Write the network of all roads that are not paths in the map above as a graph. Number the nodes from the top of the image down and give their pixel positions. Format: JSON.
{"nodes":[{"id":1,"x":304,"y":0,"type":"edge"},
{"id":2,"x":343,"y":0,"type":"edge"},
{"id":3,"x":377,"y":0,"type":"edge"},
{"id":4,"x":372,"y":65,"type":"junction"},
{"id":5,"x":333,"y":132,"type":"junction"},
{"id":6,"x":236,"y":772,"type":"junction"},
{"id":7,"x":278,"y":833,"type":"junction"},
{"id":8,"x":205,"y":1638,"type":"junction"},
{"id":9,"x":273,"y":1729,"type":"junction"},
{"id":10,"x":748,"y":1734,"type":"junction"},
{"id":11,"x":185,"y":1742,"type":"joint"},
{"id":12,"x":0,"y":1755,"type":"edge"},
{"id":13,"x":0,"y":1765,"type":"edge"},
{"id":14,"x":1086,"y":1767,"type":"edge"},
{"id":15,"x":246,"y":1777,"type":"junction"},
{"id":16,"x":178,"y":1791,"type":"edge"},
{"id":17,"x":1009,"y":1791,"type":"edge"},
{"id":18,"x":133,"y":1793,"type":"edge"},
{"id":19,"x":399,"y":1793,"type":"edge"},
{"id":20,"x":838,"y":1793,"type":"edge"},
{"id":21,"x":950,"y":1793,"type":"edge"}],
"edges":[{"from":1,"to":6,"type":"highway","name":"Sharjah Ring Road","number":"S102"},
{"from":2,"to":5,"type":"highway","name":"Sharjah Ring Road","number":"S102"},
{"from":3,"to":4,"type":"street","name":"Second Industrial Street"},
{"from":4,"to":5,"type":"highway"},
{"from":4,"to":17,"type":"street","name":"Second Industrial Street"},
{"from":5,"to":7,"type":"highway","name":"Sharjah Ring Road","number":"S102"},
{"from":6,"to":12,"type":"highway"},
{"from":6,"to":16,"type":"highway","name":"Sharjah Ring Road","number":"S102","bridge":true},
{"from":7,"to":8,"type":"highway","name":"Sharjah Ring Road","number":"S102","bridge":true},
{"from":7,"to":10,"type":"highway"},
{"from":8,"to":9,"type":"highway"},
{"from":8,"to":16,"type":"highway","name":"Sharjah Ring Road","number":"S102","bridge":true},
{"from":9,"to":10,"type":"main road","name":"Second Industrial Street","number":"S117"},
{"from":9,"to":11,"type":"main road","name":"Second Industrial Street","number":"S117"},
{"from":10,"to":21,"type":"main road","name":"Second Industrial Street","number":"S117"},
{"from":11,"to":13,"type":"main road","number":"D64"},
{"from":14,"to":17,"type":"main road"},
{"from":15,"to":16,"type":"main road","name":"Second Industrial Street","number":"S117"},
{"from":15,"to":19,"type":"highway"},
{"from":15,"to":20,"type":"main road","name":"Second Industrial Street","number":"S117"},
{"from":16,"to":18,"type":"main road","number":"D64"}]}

§ §

Assignment =
Scan the data, and report each line that uses the word "junction".

Answer to this problem =
{"id":4,"x":372,"y":65,"type":"junction"},
{"id":5,"x":333,"y":132,"type":"junction"},
{"id":6,"x":236,"y":772,"type":"junction"},
{"id":7,"x":278,"y":833,"type":"junction"},
{"id":8,"x":205,"y":1638,"type":"junction"},
{"id":9,"x":273,"y":1729,"type":"junction"},
{"id":10,"x":748,"y":1734,"type":"junction"},
{"id":15,"x":246,"y":1777,"type":"junction"},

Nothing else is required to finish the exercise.